Tag Archives: art

Feels like Hollywood

A Family Matter

By Will Eisner

A rather simplistic and predictable tale of siblings fighting over the estate of their father, who is not yet dead. Eisner’s images in this graphic novella are able to get very quickly to the heart of each character, but not without relying on cliché in storytelling. So the pretty daughter is the one who grants sexual favours, for example. No surprises there. It feels like Hollywood. But then, Eisner is a part of the American dream factory, such is the influence of his graphic novels. There’s no doubting the man’s artistic talent. But, in A Family Matter at least, his storytelling could be more refined.

The beauty, the beauty

Heart of Darkness (graphic novel)

By Joseph Conrad, Catherine Anyango and David Zane Mairowitz

Like many literature students, I had to read Conrad’s groundbreaking novella twice before I understood its importance. Not only did I need to get my head around what was actually going on, I also had to spend time understanding that Conrad’s obfuscation was deliberate. For the first time here was a writer marrying content to form: the impenetrable nature of the Congo’s forests and people (to a European) were reflected in the language used to tell the story. Ingenius!

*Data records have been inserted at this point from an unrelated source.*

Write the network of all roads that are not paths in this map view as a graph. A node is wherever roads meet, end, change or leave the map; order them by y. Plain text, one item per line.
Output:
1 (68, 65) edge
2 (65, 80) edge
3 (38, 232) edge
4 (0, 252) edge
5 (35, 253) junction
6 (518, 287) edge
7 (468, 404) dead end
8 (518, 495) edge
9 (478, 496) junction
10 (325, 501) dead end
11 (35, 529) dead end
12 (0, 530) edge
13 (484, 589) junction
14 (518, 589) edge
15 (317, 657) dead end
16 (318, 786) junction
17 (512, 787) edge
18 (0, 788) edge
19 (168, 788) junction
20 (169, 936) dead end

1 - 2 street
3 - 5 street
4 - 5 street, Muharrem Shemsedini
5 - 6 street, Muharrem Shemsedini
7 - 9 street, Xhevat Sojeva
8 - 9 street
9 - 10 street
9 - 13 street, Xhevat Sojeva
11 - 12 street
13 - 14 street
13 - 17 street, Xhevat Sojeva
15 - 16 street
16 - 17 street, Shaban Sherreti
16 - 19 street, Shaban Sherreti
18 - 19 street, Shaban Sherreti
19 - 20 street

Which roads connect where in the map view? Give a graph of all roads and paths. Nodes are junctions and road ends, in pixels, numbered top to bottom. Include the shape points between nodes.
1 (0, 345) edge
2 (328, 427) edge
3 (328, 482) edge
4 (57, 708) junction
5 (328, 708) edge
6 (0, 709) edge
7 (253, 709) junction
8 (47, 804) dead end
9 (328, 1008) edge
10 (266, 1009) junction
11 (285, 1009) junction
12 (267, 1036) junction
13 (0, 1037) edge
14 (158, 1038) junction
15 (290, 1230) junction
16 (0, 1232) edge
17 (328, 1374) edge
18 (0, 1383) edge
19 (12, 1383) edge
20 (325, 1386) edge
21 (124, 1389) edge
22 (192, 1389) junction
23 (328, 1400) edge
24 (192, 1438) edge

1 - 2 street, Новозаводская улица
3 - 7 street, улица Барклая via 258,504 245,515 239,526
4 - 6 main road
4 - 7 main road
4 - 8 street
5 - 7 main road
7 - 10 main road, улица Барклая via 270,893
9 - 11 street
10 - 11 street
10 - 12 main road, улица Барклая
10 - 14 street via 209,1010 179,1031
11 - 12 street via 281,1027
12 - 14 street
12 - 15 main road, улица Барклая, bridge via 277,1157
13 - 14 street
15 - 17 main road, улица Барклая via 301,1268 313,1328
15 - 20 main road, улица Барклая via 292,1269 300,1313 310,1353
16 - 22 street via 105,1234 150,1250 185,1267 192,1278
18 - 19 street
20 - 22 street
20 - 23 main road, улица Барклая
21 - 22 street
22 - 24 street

Of course, since Conrad published his tale in 190X, the graphic novel has become the dominant form of literature. (What do you mean it hasn’t?) Or at least, a significant player in storytelling. Indeed, where prose writers almost find it impossible to break boundaries of form in 2011, graphic novelists and cartoonists are still able to push their form further and further. Such is the achievement of Catherine Anyango in her arresting and disturbing visual retelling of Conrad’s famous story. David Zane Mairowitz has adapted the text itself, using Conrad’s memorable descriptions and dialogue, but it is Anyango’s images that win the day here.

In what appears to be charcoal or pastel, Anyango has managed to capture the shapes of this story. The action is not always clear in every frame – in fact, hardly ever – but that is an achievement, not a drawback. Anyango’s challenge was to translate Conrad’s confusing language into images. And she has done so expertly. Even taken out of context, these images are stunning, unnerving and even frightening.